The purpose of this paper is two-folds. First, it clarifies some confusion in the literature caused by its failing to distinguish gross change from net change and to recognize the strengths and weaknesses of various types of data in evaluating these two changes. After pointing out how panel data prevail over repeated cross-sections and aggregate data in estimating both forms of changes, we then proceed to identify a statistical model that best fits the categorical measurement of electoral changes dominant in panel surveys. The second part of this paper, therefore, pinpoints discrete-time discrete-state Markov chain models as ideal tools for describing the dynamic electoral process and further analyzing the sources of change patterns.
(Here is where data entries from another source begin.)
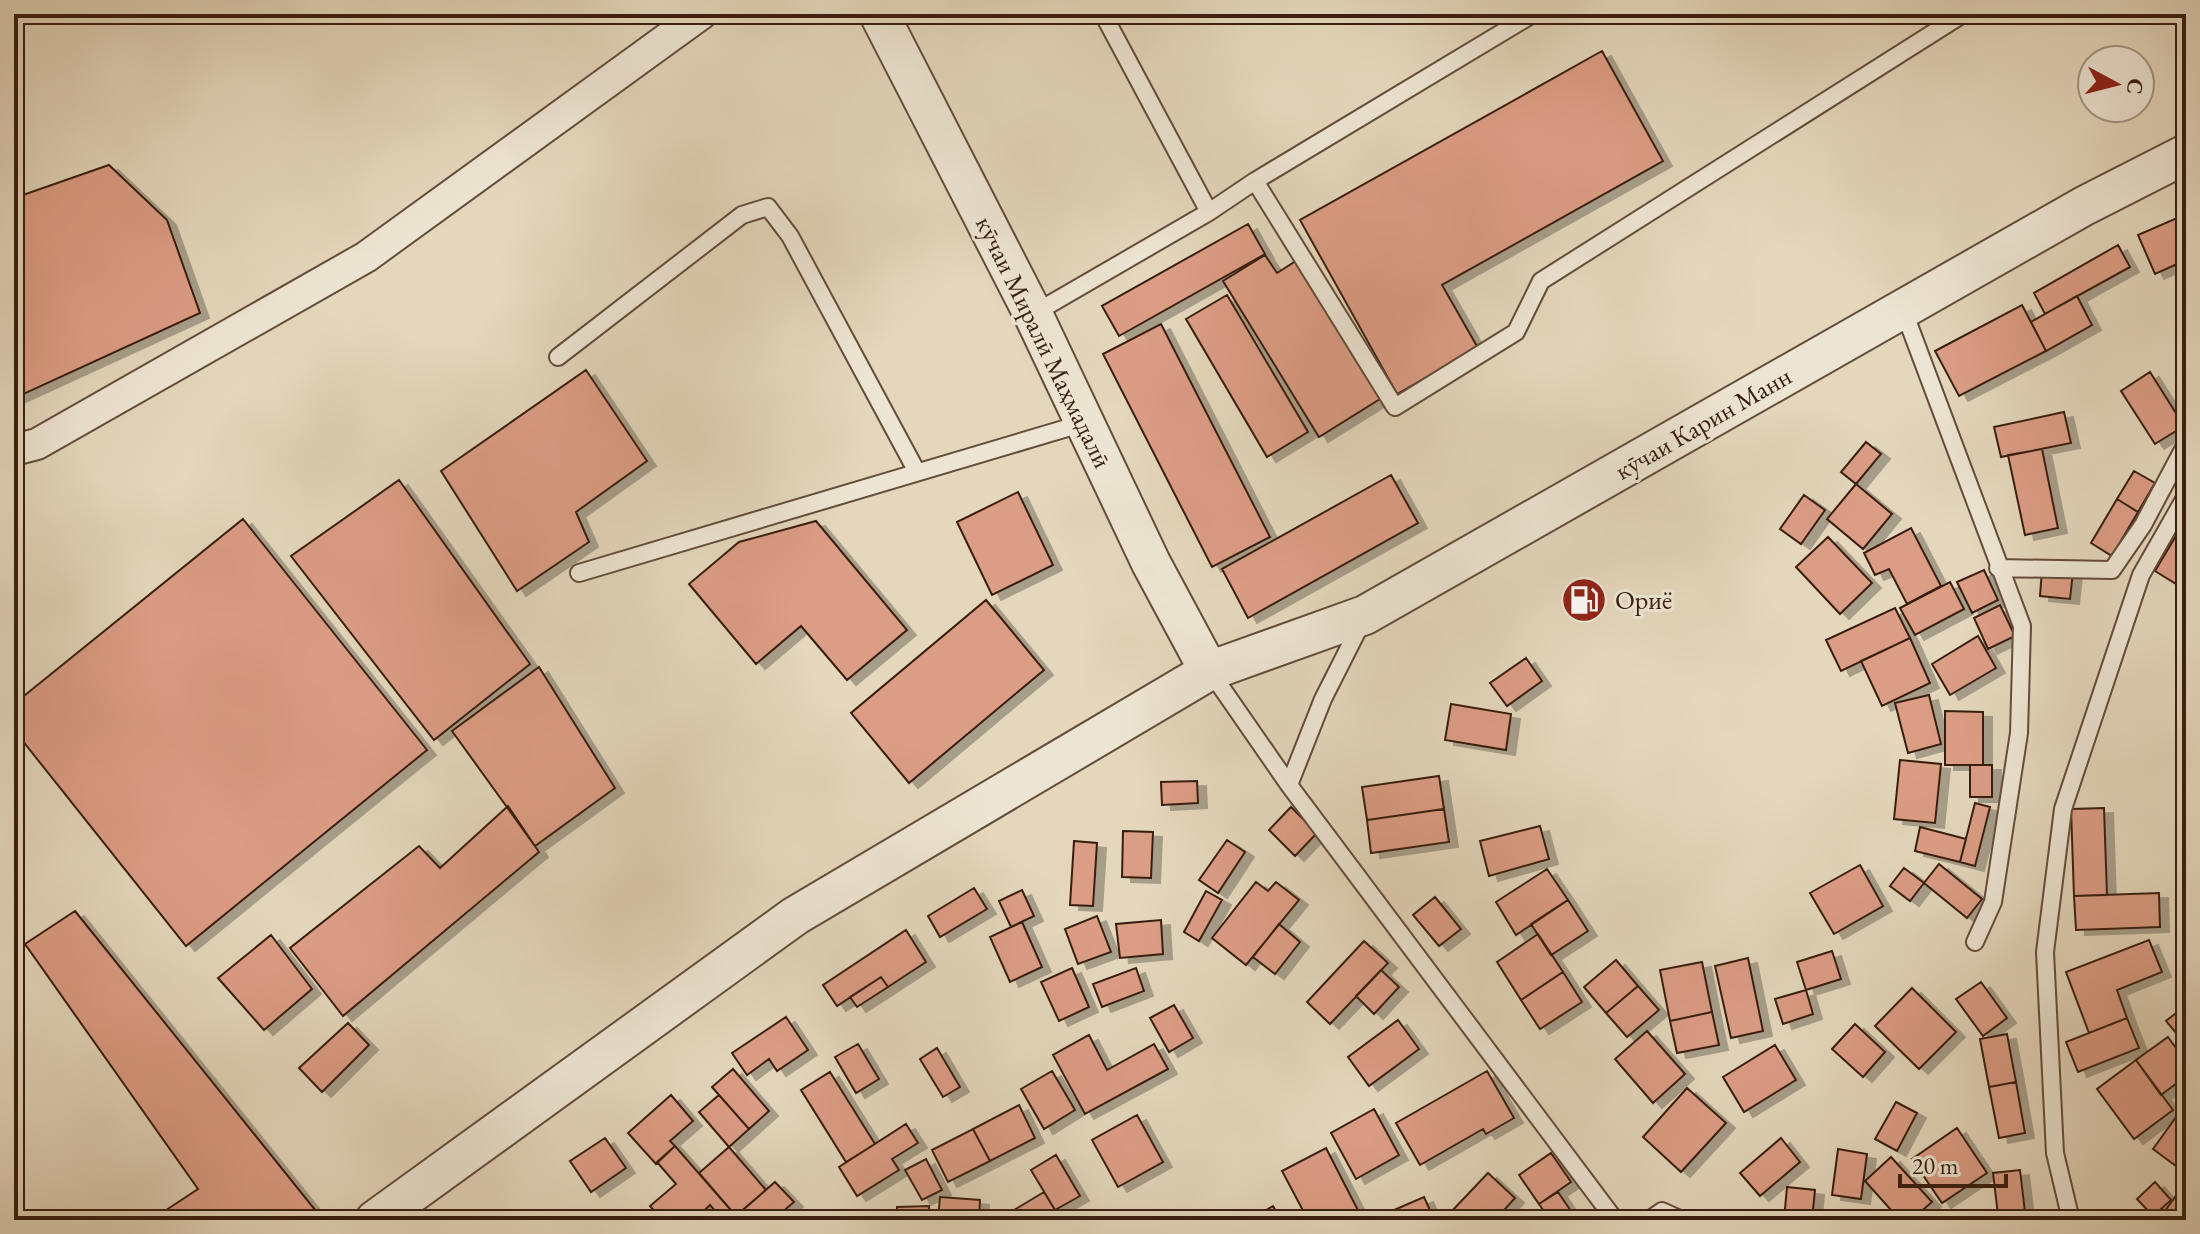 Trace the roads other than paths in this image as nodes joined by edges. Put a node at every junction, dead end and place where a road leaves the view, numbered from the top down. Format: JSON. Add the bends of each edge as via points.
{"nodes":[{"id":1,"x":701,"y":14,"type":"edge"},
{"id":2,"x":879,"y":14,"type":"edge"},
{"id":3,"x":1103,"y":14,"type":"edge"},
{"id":4,"x":1533,"y":14,"type":"edge"},
{"id":5,"x":1963,"y":14,"type":"edge"},
{"id":6,"x":2186,"y":154,"type":"edge"},
{"id":7,"x":1255,"y":181,"type":"junction"},
{"id":8,"x":1209,"y":212,"type":"junction"},
{"id":9,"x":1903,"y":309,"type":"junction"},
{"id":10,"x":1033,"y":314,"type":"junction"},
{"id":11,"x":558,"y":357,"type":"dead end"},
{"id":12,"x":1084,"y":423,"type":"junction"},
{"id":13,"x":2186,"y":444,"type":"edge"},
{"id":14,"x":14,"y":450,"type":"edge"},
{"id":15,"x":917,"y":472,"type":"junction"},
{"id":16,"x":2186,"y":496,"type":"edge"},
{"id":17,"x":1998,"y":568,"type":"junction"},
{"id":18,"x":579,"y":573,"type":"dead end"},
{"id":19,"x":1365,"y":615,"type":"junction"},
{"id":20,"x":1209,"y":671,"type":"junction"},
{"id":21,"x":1289,"y":785,"type":"junction"},
{"id":22,"x":1975,"y":942,"type":"dead end"},
{"id":23,"x":375,"y":1220,"type":"edge"},
{"id":24,"x":1615,"y":1220,"type":"edge"},
{"id":25,"x":1649,"y":1220,"type":"edge"},
{"id":26,"x":1682,"y":1220,"type":"edge"},
{"id":27,"x":2071,"y":1220,"type":"edge"}],
"edges":[{"from":1,"to":14,"type":"street","via":[[366,257],[37,444]]},
{"from":2,"to":10,"type":"street","name":"кӯчаи Миралӣ Маҳмадалӣ"},
{"from":3,"to":8,"type":"lane"},
{"from":4,"to":7,"type":"lane"},
{"from":5,"to":7,"type":"lane","via":[[1541,281],[1516,332],[1395,407]]},
{"from":6,"to":9,"type":"street","name":"кӯчаи Карин Манн"},
{"from":7,"to":8,"type":"lane"},
{"from":8,"to":10,"type":"lane"},
{"from":9,"to":17,"type":"lane"},
{"from":9,"to":19,"type":"street","name":"кӯчаи Карин Манн"},
{"from":10,"to":12,"type":"street","name":"кӯчаи Миралӣ Маҳмадалӣ"},
{"from":11,"to":15,"type":"lane","via":[[742,215],[768,207],[790,236]]},
{"from":12,"to":15,"type":"lane"},
{"from":12,"to":20,"type":"street","name":"кӯчаи Миралӣ Маҳмадалӣ"},
{"from":13,"to":17,"type":"lane","via":[[2112,570]]},
{"from":15,"to":18,"type":"lane"},
{"from":16,"to":27,"type":"lane","via":[[2141,575],[2063,809],[2045,952],[2055,1153]]},
{"from":17,"to":22,"type":"lane","via":[[2022,626],[2019,733],[1993,902]]},
{"from":19,"to":20,"type":"street","name":"кӯчаи Карин Манн"},
{"from":19,"to":21,"type":"lane","via":[[1323,699]]},
{"from":20,"to":21,"type":"lane"},
{"from":20,"to":23,"type":"street","name":"кӯчаи Карин Манн","via":[[795,916]]},
{"from":21,"to":24,"type":"lane"},
{"from":25,"to":26,"type":"lane","via":[[1662,1211]]}]} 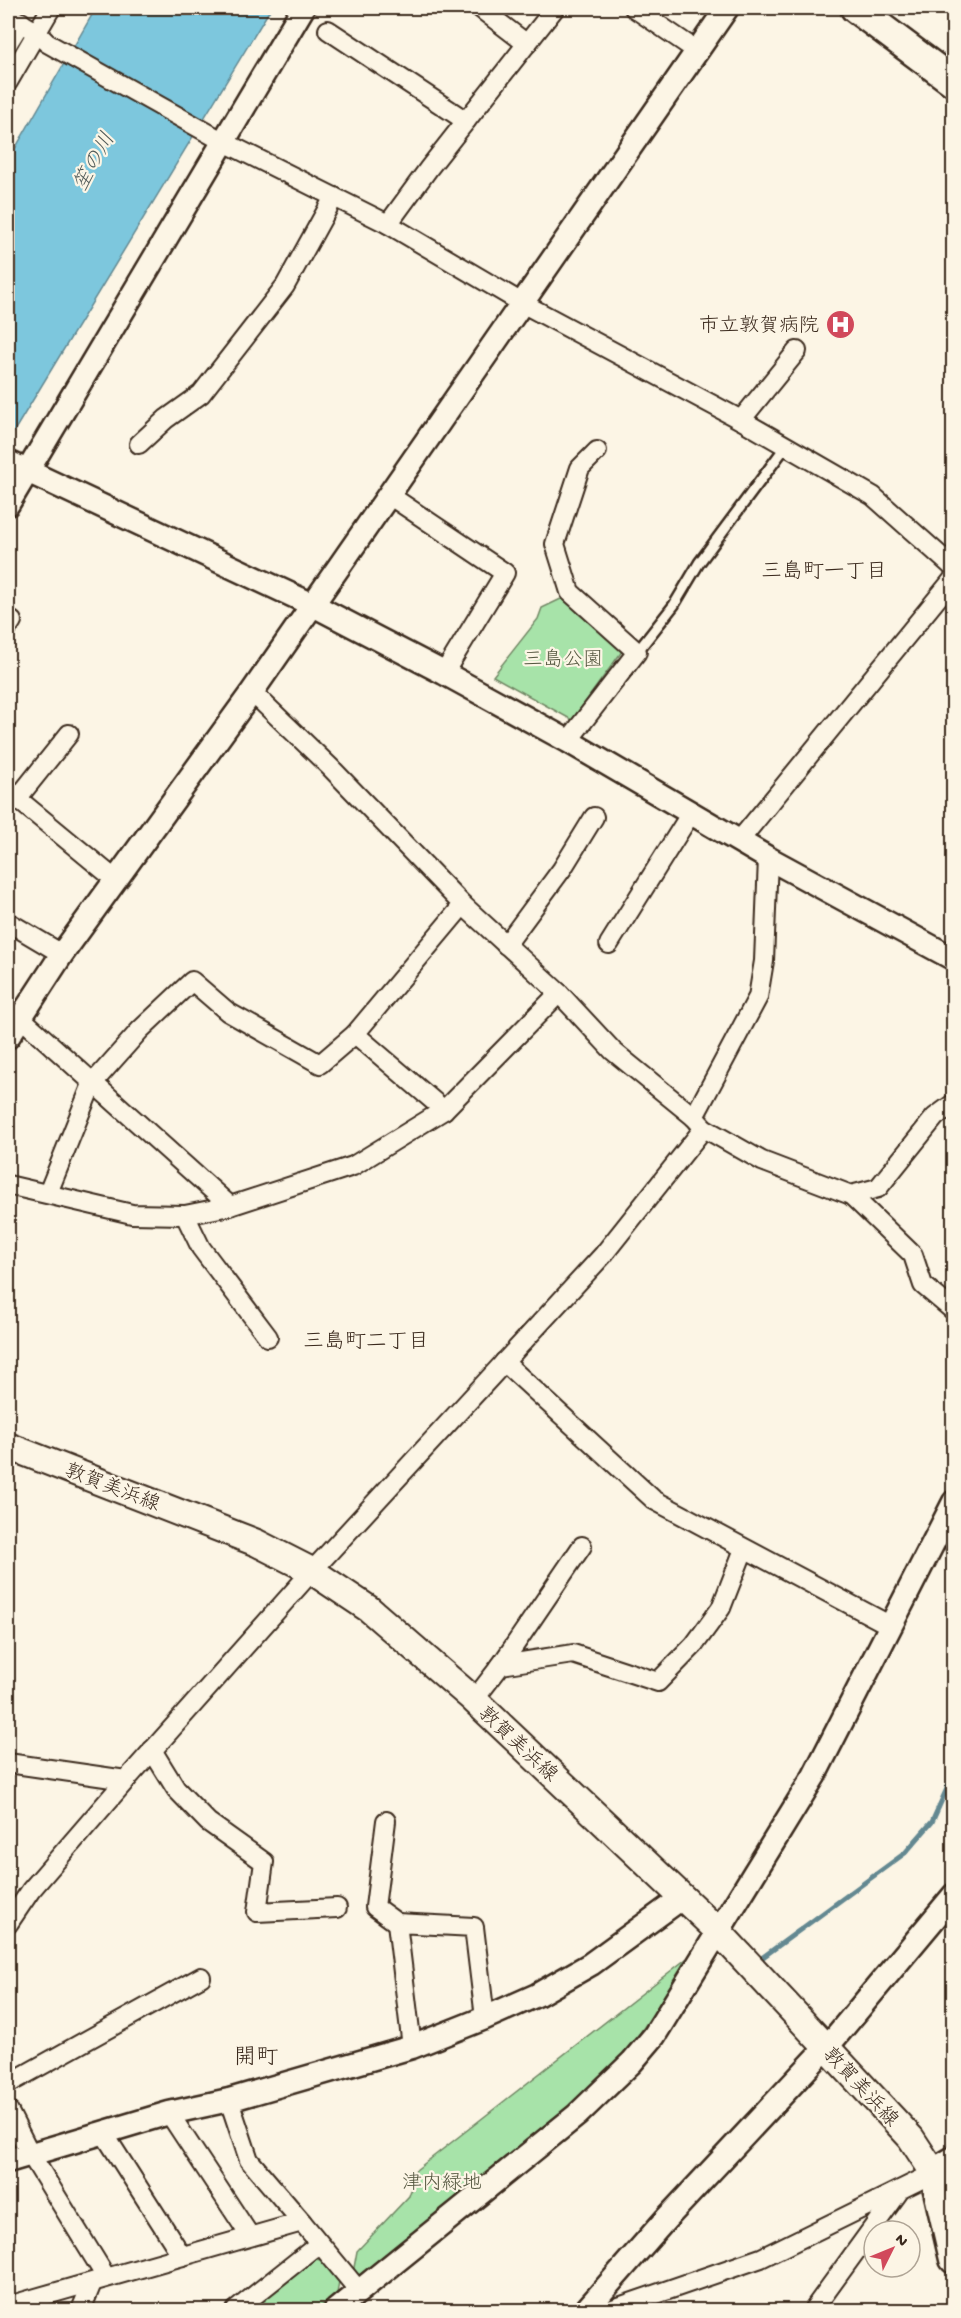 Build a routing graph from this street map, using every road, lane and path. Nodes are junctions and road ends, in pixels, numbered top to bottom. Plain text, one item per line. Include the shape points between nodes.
1 (51, 8) edge
2 (303, 8) edge
3 (480, 8) edge
4 (555, 8) edge
5 (634, 8) edge
6 (728, 8) edge
7 (855, 8) edge
8 (28, 28) edge
9 (328, 30) dead end
10 (8, 43) edge
11 (527, 44) junction
12 (697, 51) junction
13 (8, 82) edge
14 (954, 82) edge
15 (466, 121) junction
16 (218, 139) junction
17 (334, 197) junction
18 (388, 224) junction
19 (522, 303) junction
20 (797, 351) dead end
21 (741, 420) junction
22 (139, 444) dead end
23 (786, 446) junction
24 (597, 451) dead end
25 (16, 467) edge
26 (389, 495) junction
27 (8, 504) edge
28 (954, 568) edge
29 (954, 578) edge
30 (313, 605) junction
31 (637, 652) junction
32 (444, 673) junction
33 (252, 692) junction
34 (69, 734) dead end
35 (568, 741) junction
36 (12, 795) edge
37 (691, 813) junction
38 (594, 817) dead end
39 (739, 841) junction
40 (768, 858) junction
41 (117, 881) junction
42 (463, 905) junction
43 (8, 922) edge
44 (609, 944) dead end
45 (506, 945) junction
46 (62, 954) junction
47 (954, 959) edge
48 (559, 993) junction
49 (20, 1017) junction
50 (355, 1034) junction
51 (8, 1037) edge
52 (92, 1084) junction
53 (954, 1103) edge
54 (444, 1110) junction
55 (699, 1123) junction
56 (8, 1185) edge
57 (48, 1193) junction
58 (851, 1195) junction
59 (230, 1206) junction
60 (185, 1215) junction
61 (954, 1311) edge
62 (268, 1337) dead end
63 (504, 1362) junction
64 (8, 1446) edge
65 (954, 1502) edge
66 (582, 1546) dead end
67 (744, 1550) junction
68 (312, 1571) junction
69 (891, 1626) junction
70 (501, 1665) junction
71 (474, 1700) junction
72 (152, 1750) junction
73 (8, 1763) edge
74 (126, 1780) junction
75 (386, 1821) dead end
76 (954, 1895) edge
77 (683, 1897) junction
78 (337, 1908) dead end
79 (398, 1923) junction
80 (8, 1924) edge
81 (717, 1930) junction
82 (201, 1977) dead end
83 (485, 2018) junction
84 (412, 2047) junction
85 (827, 2047) junction
86 (8, 2084) edge
87 (229, 2100) junction
88 (8, 2110) edge
89 (169, 2113) junction
90 (103, 2132) junction
91 (31, 2155) junction
92 (8, 2161) edge
93 (944, 2167) edge
94 (901, 2189) junction
95 (302, 2222) junction
96 (250, 2236) junction
97 (319, 2244) junction
98 (182, 2256) junction
99 (954, 2259) edge
100 (99, 2280) junction
101 (360, 2292) junction
102 (8, 2306) edge
103 (81, 2310) edge
104 (236, 2310) edge
105 (336, 2310) edge
106 (598, 2310) edge
107 (813, 2310) edge

1 - 8 street
2 - 16 street
3 - 11 street
4 - 11 street
5 - 12 street
6 - 12 street
7 - 14 main road
8 - 10 street
8 - 13 street
8 - 16 street
9 - 15 street
11 - 15 street
12 - 19 street
15 - 18 street
16 - 17 street
16 - 25 street
17 - 18 street
17 - 22 street via 285,286 201,394
18 - 19 street
19 - 21 street
19 - 26 street
20 - 21 street
21 - 23 street
23 - 28 street via 873,496
23 - 31 lane
24 - 31 street via 580,468 555,544 570,592
25 - 27 street
25 - 30 street
26 - 30 street
26 - 32 street via 505,573
29 - 39 street
30 - 32 street
30 - 33 street
31 - 35 street
32 - 35 street
33 - 41 street
33 - 42 street
34 - 36 street
35 - 37 street
36 - 41 street
37 - 39 street
37 - 44 street
38 - 45 street via 562,870
39 - 40 street
40 - 47 street
40 - 55 street via 764,961 758,997
41 - 46 street
42 - 45 street
42 - 50 street
43 - 46 street
45 - 48 street
46 - 49 street
48 - 54 street
48 - 55 street via 614,1051
49 - 51 street
49 - 52 street
50 - 52 street via 320,1064 228,1012 192,981 140,1030
50 - 54 street
52 - 57 street
52 - 59 street
53 - 58 street via 934,1116 878,1188
54 - 59 street via 353,1166
55 - 58 street via 762,1161
55 - 63 street via 603,1255
56 - 57 street
57 - 60 street via 132,1214
58 - 61 street via 913,1255 923,1285
59 - 60 street
60 - 62 street via 201,1248
63 - 67 street via 654,1500
63 - 68 street
64 - 68 main road, 敦賀美浜線 via 205,1521
65 - 69 street
66 - 70 street
67 - 69 street
67 - 70 street via 721,1608 694,1645 658,1682 573,1654
68 - 71 main road, 敦賀美浜線 via 369,1609
68 - 72 street
69 - 81 street via 814,1776
70 - 71 street
71 - 77 main road, 敦賀美浜線
72 - 74 street
72 - 78 street via 177,1789 208,1822 264,1862 257,1912
73 - 74 street
74 - 80 street via 31,1890
75 - 79 street via 375,1907
76 - 85 street
77 - 81 main road, 敦賀美浜線
77 - 83 street via 591,1964 537,1995
79 - 83 street via 474,1927
79 - 84 street
81 - 85 main road, 敦賀美浜線
81 - 101 street via 654,2036 618,2077 578,2115
82 - 86 street
83 - 84 street
84 - 87 street
85 - 93 main road, 敦賀美浜線 via 911,2138
85 - 106 street via 681,2203
87 - 89 street
87 - 95 street via 249,2160
88 - 91 street
89 - 90 street
89 - 96 street
90 - 91 street
90 - 98 street
91 - 92 street
91 - 100 street
93 - 94 street
93 - 99 main road
94 - 106 street via 760,2258
94 - 107 street
95 - 96 street
95 - 97 street
96 - 98 street
97 - 101 street
97 - 104 street
98 - 100 street
100 - 102 street
100 - 103 street
101 - 105 street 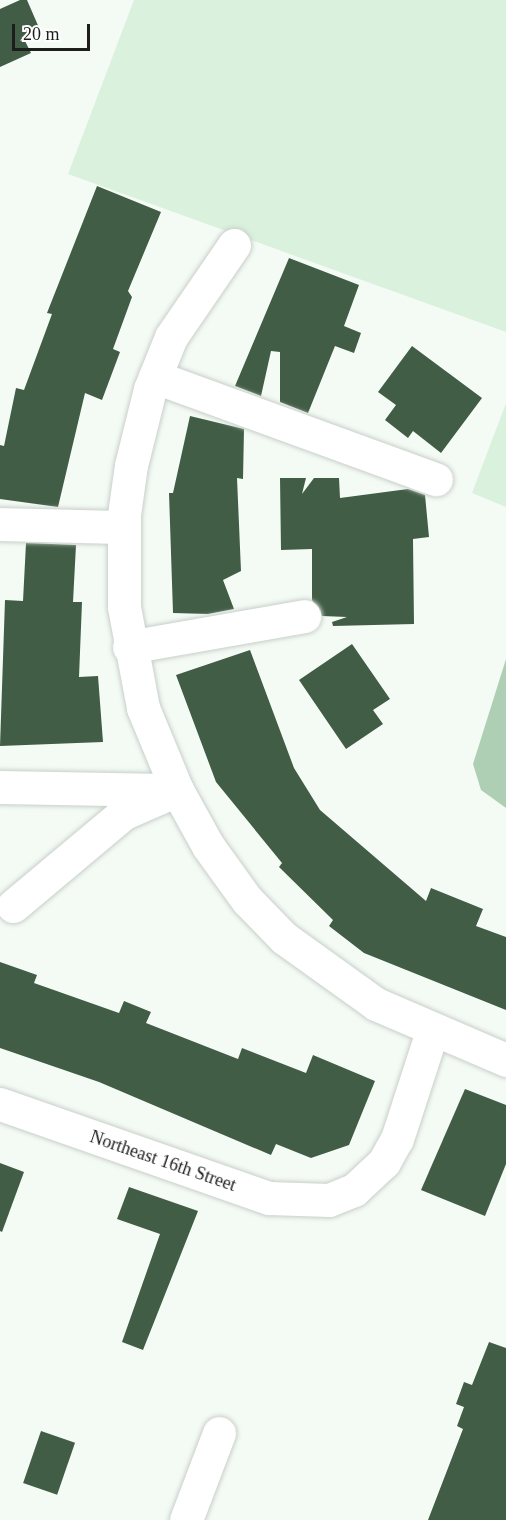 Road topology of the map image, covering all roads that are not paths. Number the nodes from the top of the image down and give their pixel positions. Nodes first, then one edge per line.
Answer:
1 (234, 245) dead end
2 (155, 377) junction
3 (436, 479) dead end
4 (0, 524) edge
5 (124, 527) junction
6 (304, 616) dead end
7 (129, 647) junction
8 (0, 787) edge
9 (177, 790) junction
10 (13, 906) dead end
11 (432, 1032) junction
12 (506, 1060) edge
13 (0, 1104) edge
14 (219, 1433) dead end
15 (186, 1520) edge

1 - 2 street
2 - 3 street
2 - 5 street
4 - 5 street
5 - 7 street
6 - 7 street
7 - 9 street
8 - 9 street
9 - 10 street
9 - 11 street
11 - 12 street
11 - 13 street, Northeast 16th Street
14 - 15 street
The transition probabilities of Markov models coincide with the theoretical concepts of flow-of-the-votes and reflect the way state dependence shapes the trajectories of electoral changes. Finally, we apply a mixed Markov model to the three-wave Japanese Election Study (JES) panel data set to illustrate the potential of this technique.
Ding-ming Wang, Associate Professor, Department of Political Science and the Graduate Institute of Political Economy, National Cheng Kung University.
Chun-pin Su, Assistant Professor, Department of Applied Japanese, Diwan College of Management.
Chi Huang, Professor, Department of Political Science, National Chung-Cheng University.
Ming-feng Kuo, Master, Graduate Institute of Political Economy, National Cheng Kung University.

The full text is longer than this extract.